M genitalium was detected in the FVU specimens using a PCR targeting the 16S rRNA gene and an internal control for inhibition as previously described.16 All positive results were confirmed with a PCR targeting the mgp adhesin gene.17,18

Statistical methods

For comparison of proportions, Fisher’s exact test was used. Continuous variables were compared using the Mann-Whitney test; all tests were performed using StatsDirect version 2,4,1.


A total of 294 men had a diagnosis of NCNGU during the study period, of whom 78 (27%) returned to the clinic with symptomatic recurrent or persistent NGU and were included. M genitalium was detected in 32 (41%) of the men. Nine female partners of M genitalium positive men were examined and six (67%) were M genitalium positive. One of the nine women had been treated with doxycycline 2 weeks earlier, and this woman was M genitalium positive. The other women had not previously received treatment.

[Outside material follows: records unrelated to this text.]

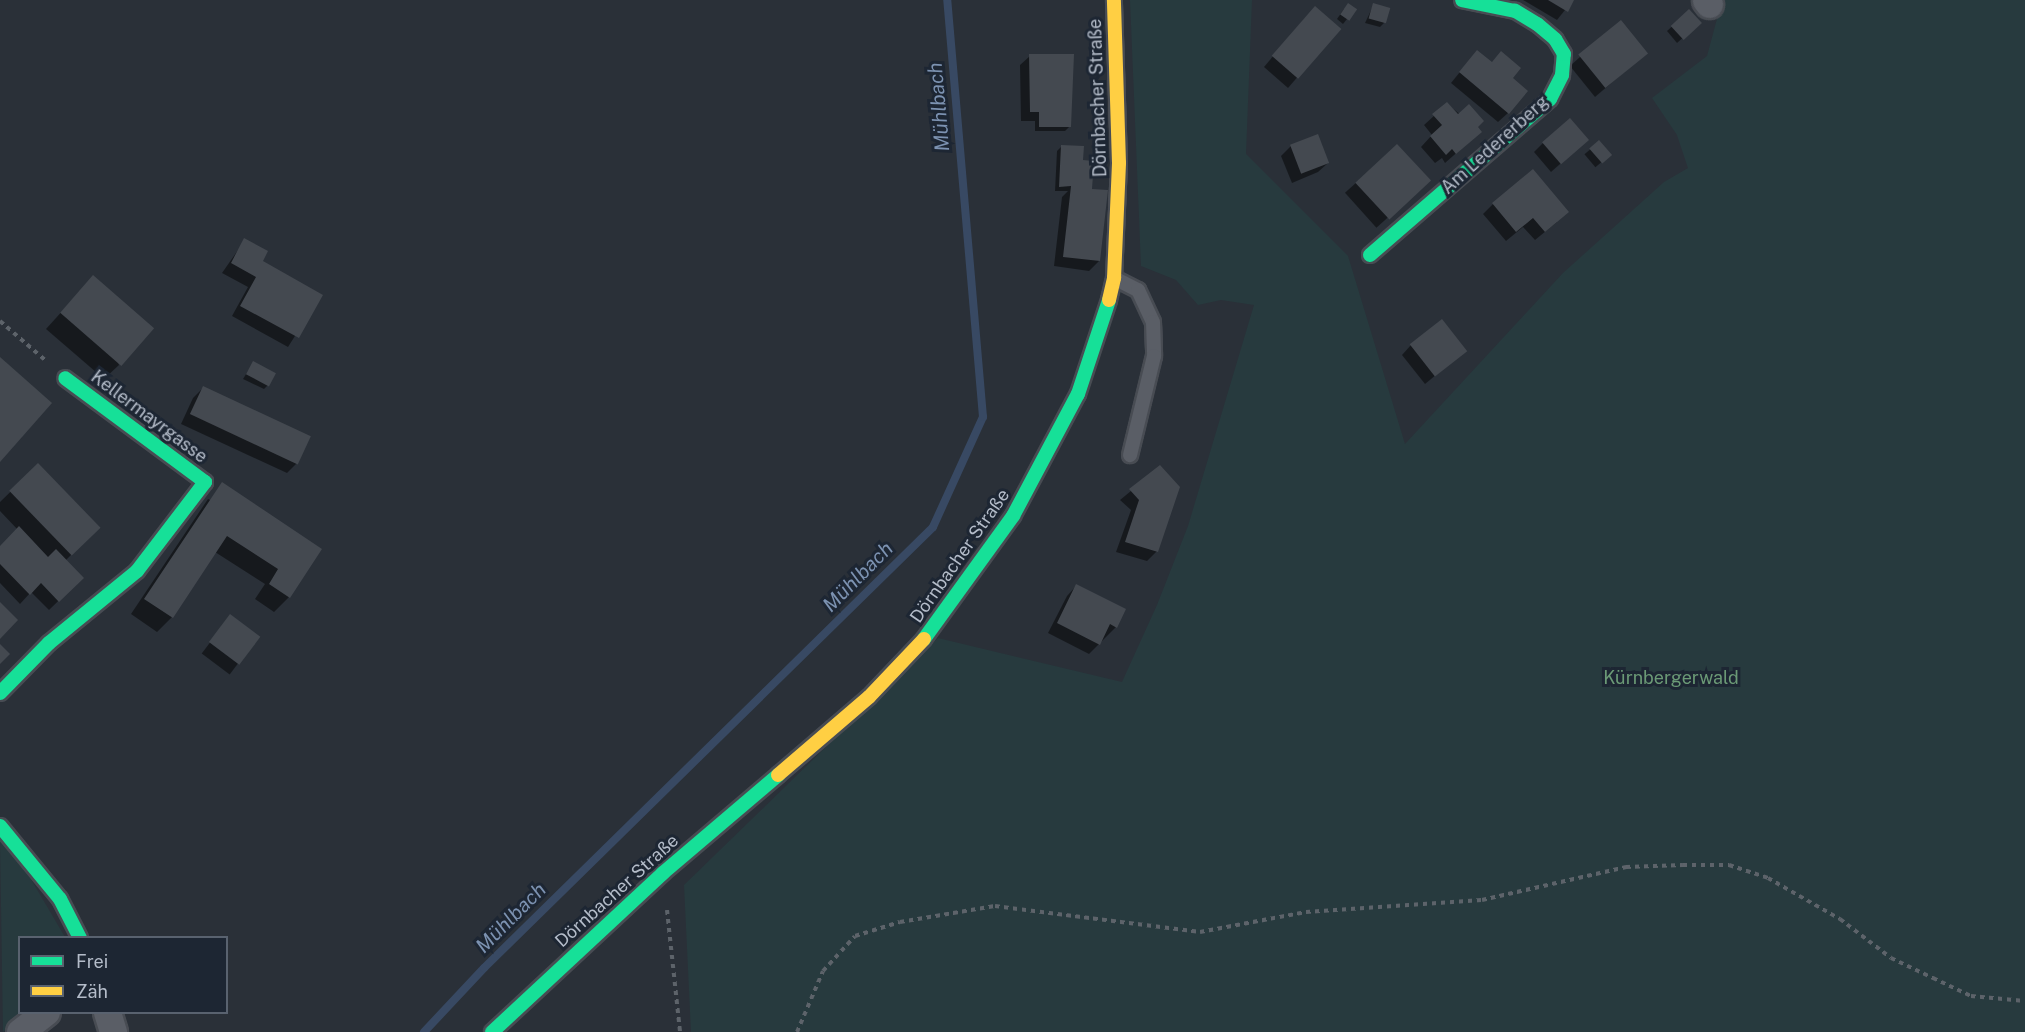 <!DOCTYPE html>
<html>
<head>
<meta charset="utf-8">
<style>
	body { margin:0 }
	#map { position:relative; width:2025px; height:1032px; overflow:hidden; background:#2a3038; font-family:"Public Sans",sans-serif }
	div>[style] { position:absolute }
	.green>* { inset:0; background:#273a3e }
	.shadow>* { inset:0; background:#0007; transform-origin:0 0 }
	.stream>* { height:8px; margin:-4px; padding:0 4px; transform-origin:4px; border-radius:4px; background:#384963 }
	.building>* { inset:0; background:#444950; transform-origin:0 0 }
	.path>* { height:4px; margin-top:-2px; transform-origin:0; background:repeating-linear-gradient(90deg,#5d636a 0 4.5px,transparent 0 9px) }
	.roads { filter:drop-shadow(2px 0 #484c53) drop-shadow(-2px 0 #484c53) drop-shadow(0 2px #484c53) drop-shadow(0 -2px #484c53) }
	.lane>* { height:14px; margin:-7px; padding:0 7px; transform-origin:7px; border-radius:7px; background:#5a5e66 }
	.street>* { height:27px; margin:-13.5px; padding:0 13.5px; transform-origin:13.5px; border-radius:13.5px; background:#5a5e66 }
	.fast>* { height:14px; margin:-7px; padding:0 7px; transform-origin:7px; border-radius:7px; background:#16e098 }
	.slow>* { height:14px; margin:-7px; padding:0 7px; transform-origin:7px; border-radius:7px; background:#ffcf43 }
	span { translate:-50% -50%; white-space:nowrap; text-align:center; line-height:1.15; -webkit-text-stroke:6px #1d2633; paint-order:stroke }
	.street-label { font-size:18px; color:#b4bcc9 }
	.park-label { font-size:18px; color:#6b9a76 }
	.water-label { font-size:20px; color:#7c92b1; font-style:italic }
	.legend { position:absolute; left:18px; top:936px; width:210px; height:78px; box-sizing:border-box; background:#1d2633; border:2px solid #59626f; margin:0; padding:8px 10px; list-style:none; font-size:18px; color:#b4bcc9 }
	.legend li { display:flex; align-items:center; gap:12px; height:30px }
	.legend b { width:30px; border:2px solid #59626f }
</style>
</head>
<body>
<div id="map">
	<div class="green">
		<div style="clip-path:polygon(1130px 0,1252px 0,1246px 154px,1348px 256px,1405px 444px,1563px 273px,1664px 182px,1688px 168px,1677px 135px,1652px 98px,1707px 56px,1722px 0,2025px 0,2025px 1032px,691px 1032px,684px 885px,938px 638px,1122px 682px,1157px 605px,1188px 526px,1254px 305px,1221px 300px,1198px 305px,1176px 280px,1141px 266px)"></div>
		<div style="clip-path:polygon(0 841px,22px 864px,65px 937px,20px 938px,20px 1012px,27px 1013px,3px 1032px)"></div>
	</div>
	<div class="shadow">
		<div style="clip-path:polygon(1523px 0,1573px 0,1557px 20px)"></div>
		<div style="clip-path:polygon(1374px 4px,1384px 23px,1380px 27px,1365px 23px)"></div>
		<div style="clip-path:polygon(1344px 9px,1355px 9px,1343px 24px,1337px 19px)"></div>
		<div style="clip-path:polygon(1689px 11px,1695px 27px,1677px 43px,1667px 31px)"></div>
		<div style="clip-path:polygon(1305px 18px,1339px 29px,1288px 88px,1264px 67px)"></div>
		<div style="clip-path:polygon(1072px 55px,1070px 126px,1065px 131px,1035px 131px,1035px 121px,1021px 121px,1020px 65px,1030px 56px)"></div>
		<div style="clip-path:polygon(1580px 57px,1636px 62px,1595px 97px,1570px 66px)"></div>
		<div style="clip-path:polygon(1468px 62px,1511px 78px,1508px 113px,1498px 122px,1451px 83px)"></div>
		<div style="clip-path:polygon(1447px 104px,1476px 127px,1470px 141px,1445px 163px,1442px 158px,1435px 163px,1421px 147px,1432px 135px,1424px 125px)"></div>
		<div style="left:1599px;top:142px;width:17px;height:19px;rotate:50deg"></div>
		<div style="clip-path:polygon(1543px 143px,1577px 149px,1551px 172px,1534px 152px)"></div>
		<div style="clip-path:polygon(1291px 146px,1328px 163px,1318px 172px,1292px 183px,1281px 156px)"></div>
		<div style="left:1397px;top:146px;width:47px;height:70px;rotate:48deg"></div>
		<div style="clip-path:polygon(1061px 147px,1082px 162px,1091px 190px,1099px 261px,1089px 271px,1054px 266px,1062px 197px,1068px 191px,1055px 191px,1057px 151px)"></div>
		<div style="clip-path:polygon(1493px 204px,1557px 222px,1535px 240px,1523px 227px,1506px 241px,1483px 214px)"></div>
		<div style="clip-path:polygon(245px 240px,261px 261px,321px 295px,288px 347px,232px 316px,248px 287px,222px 273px)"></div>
		<div style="clip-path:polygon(93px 277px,119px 365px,104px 379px,46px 329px)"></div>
		<div style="clip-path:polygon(1411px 345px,1465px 351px,1425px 384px,1402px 355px)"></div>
		<div style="clip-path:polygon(253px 363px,268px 385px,264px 389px,243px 379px)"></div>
		<div style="clip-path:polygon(203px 388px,297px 463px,287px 473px,181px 424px,193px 398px)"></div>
		<div style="clip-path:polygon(38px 465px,98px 528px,65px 561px,82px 578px,49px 610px,31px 592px,20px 604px,0 583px,0 548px,18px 530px,0 511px,0 502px)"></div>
		<div style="clip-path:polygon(1160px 467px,1157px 551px,1147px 561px,1116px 552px,1131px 510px,1120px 500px)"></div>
		<div style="clip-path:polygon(208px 499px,320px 549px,289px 597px,274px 612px,255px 599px,265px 584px,215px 552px,172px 617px,157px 632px,131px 614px)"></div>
		<div style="clip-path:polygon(1076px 586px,1116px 627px,1089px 654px,1048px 633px,1067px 596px)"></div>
		<div style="left:230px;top:616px;width:35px;height:47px;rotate:37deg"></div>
	</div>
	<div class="stream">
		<div style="left:424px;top:1032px;width:88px;rotate:-46.8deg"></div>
		<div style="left:484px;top:968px;width:629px;rotate:-44.48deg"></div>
		<div style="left:933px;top:527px;width:121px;rotate:-65.6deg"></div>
		<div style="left:983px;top:417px;width:419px;rotate:-94.9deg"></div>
	</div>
	<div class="building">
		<div style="clip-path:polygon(1548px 0,1574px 0,1568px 12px)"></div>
		<div style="left:1348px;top:3px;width:11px;height:14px;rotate:34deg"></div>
		<div style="left:1373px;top:3px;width:18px;height:16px;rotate:16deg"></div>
		<div style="left:1315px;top:6px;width:35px;height:66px;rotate:41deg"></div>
		<div style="left:1689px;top:9px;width:19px;height:25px;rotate:47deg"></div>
		<div style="left:1621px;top:20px;width:43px;height:55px;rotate:51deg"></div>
		<div style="clip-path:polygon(1477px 50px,1492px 62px,1501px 51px,1521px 68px,1513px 78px,1528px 91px,1509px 114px,1459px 72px)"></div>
		<div style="clip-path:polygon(1029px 54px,1074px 54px,1071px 127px,1039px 127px,1039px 112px,1030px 112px)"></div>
		<div style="clip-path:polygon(1447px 102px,1458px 114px,1469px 104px,1484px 121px,1478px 127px,1482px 132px,1456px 154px,1452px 149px,1446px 155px,1430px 136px,1442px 125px,1432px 114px)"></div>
		<div style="left:1570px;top:118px;width:29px;height:37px;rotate:49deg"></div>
		<div style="left:1318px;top:134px;width:31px;height:30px;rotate:69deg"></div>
		<div style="left:1599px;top:140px;width:20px;height:13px;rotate:49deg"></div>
		<div style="left:1397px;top:144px;width:50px;height:57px;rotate:47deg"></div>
		<div style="clip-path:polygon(1061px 145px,1084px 146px,1083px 160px,1094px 161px,1092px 189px,1108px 190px,1100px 261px,1063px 257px,1071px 186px,1059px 187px)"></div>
		<div style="clip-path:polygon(1533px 169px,1569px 212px,1545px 232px,1533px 218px,1516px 232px,1492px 203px)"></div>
		<div style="clip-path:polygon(244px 238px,268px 251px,263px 261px,323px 295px,299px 338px,240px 306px,256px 277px,231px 263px)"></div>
		<div style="left:93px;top:275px;width:81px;height:50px;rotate:41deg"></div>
		<div style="left:1442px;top:319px;width:41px;height:41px;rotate:52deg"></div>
		<div style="clip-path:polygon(0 357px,52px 403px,0 462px)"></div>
		<div style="left:253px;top:361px;width:26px;height:15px;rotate:28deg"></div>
		<div style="left:203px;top:386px;width:119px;height:31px;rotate:25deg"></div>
		<div style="left:38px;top:463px;width:90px;height:40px;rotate:46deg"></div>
		<div style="clip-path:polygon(1160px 465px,1180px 487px,1158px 552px,1125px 542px,1139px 500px,1129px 489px)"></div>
		<div style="clip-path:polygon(222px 482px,322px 549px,290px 598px,269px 584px,278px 569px,227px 536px,173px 618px,144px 599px)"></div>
		<div style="clip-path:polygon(19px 526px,48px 557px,56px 549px,84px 578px,59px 602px,41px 583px,30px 595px,0 564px,0 546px)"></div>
		<div style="clip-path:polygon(1076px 584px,1126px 609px,1117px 628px,1110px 624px,1100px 645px,1057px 623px)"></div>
		<div style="clip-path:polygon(0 602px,18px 620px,0 639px)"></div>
		<div style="left:230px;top:614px;width:38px;height:35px;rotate:37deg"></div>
		<div style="clip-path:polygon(0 644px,10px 654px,0 664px)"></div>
	</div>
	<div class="path">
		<div style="left:0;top:321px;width:60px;rotate:40.9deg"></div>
		<div style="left:667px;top:910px;width:123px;rotate:83.9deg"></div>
		<div style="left:797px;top:1032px;width:66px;rotate:-66.9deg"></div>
		<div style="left:823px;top:971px;width:47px;rotate:-47.6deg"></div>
		<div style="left:855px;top:936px;width:47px;rotate:-17.3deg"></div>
		<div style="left:900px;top:922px;width:96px;rotate:-9.6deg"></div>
		<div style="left:995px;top:906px;width:207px;rotate:7.2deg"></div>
		<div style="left:1200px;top:932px;width:108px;rotate:-10.7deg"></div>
		<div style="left:1306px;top:912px;width:176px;rotate:-3.9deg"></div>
		<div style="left:1482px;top:900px;width:148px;rotate:-12.9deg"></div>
		<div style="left:1626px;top:867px;width:57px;rotate:-2deg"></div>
		<div style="left:1683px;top:865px;width:46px"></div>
		<div style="left:1729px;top:865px;width:41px;rotate:18.4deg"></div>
		<div style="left:1768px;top:878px;width:83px;rotate:29.7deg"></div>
		<div style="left:1840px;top:919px;width:64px;rotate:37.4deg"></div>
		<div style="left:1891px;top:958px;width:47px;rotate:25.5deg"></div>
		<div style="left:1933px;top:978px;width:42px;rotate:25.3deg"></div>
		<div style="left:1971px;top:996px;width:54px;rotate:5.3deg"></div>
	</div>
	<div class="roads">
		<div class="lane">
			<div style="left:1114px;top:278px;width:27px;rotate:27deg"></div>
			<div style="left:1138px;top:290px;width:35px;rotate:65deg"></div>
			<div style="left:1153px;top:322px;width:34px;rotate:88deg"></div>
			<div style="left:1154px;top:356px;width:102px;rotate:103.6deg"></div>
		</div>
		<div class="street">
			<div style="left:1706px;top:0;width:5px;rotate:53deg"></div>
			<div style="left:107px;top:1012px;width:21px;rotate:73deg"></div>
			<div style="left:20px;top:1032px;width:33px;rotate:-38deg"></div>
		</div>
		<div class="fast">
			<div style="left:1370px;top:255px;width:238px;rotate:-40.9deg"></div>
			<div style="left:1550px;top:99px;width:27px;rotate:-63deg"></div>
			<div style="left:1562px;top:75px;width:21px;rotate:-85deg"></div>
			<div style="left:1564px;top:54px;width:17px;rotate:-121deg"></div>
			<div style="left:1555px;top:39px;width:23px;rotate:-140deg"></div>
			<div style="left:1537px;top:24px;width:26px;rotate:-149deg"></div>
			<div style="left:1515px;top:11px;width:54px;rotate:-168.3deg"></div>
			<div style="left:924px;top:639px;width:152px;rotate:-54.1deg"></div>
			<div style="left:1013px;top:516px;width:138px;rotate:-62deg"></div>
			<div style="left:1078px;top:394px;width:99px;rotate:-71.7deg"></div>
			<div style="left:0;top:693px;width:70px;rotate:-45.6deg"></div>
			<div style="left:49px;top:643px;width:114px;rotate:-39.3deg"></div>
			<div style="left:137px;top:571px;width:112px;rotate:-52.6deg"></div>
			<div style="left:205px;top:482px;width:174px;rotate:-143.4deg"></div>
			<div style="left:0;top:826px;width:94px;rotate:50.6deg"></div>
			<div style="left:60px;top:899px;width:44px;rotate:62.9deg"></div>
			<div style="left:492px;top:1032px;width:233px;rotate:-42.9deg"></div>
			<div style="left:663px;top:873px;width:151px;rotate:-40.4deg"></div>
		</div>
		<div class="slow">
			<div style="left:1109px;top:300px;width:23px;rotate:-77deg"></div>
			<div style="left:1114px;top:278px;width:115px;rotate:-87.5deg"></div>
			<div style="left:1119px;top:163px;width:163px;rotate:-91.8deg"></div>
			<div style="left:778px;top:775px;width:120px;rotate:-40.6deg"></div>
			<div style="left:869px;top:697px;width:80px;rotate:-46.5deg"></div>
		</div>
	</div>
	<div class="street-label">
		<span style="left:1098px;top:98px;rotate:-92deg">Dörnbacher Straße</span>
		<span style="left:1495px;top:145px;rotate:-42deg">Am Ledererberg</span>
		<span style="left:149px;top:417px;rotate:37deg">Kellermayrgasse</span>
		<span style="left:960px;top:556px;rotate:-55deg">Dörnbacher Straße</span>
		<span style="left:617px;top:891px;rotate:-42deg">Dörnbacher Straße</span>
	</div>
	<div class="park-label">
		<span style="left:1671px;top:678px">Kürnbergerwald</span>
	</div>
	<div class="water-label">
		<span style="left:939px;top:107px;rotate:-95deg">Mühlbach</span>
		<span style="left:858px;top:577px;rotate:-45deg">Mühlbach</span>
		<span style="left:511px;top:918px;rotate:-45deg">Mühlbach</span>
	</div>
	<ul class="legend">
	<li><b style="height:8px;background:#16e098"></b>Frei</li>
	<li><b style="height:8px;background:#ffcf43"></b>Zäh</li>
	</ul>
</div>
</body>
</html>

The median age of the men was 27 years for both M genitalium positive (range 20–47) and negative men (range 17–57) (p = 0.47), and the median age of the women was 25 (range 19–30) years. Only one of the men reported having had sex with other men, the remaining stated that they were heterosexual. Being in a steady relationship was reported by 36 (46%) of the men (mean duration 10 months) and 10 had been with the same partner for more than 5 years.

Any previous STI was reported by 38 (49%) of the men: C trachomatis infection by 26 (33%), gonorrhoea by five (6%), condylomas by 11 (14%), genital herpes by two (2%), and M genitalium by one (1%) of the men.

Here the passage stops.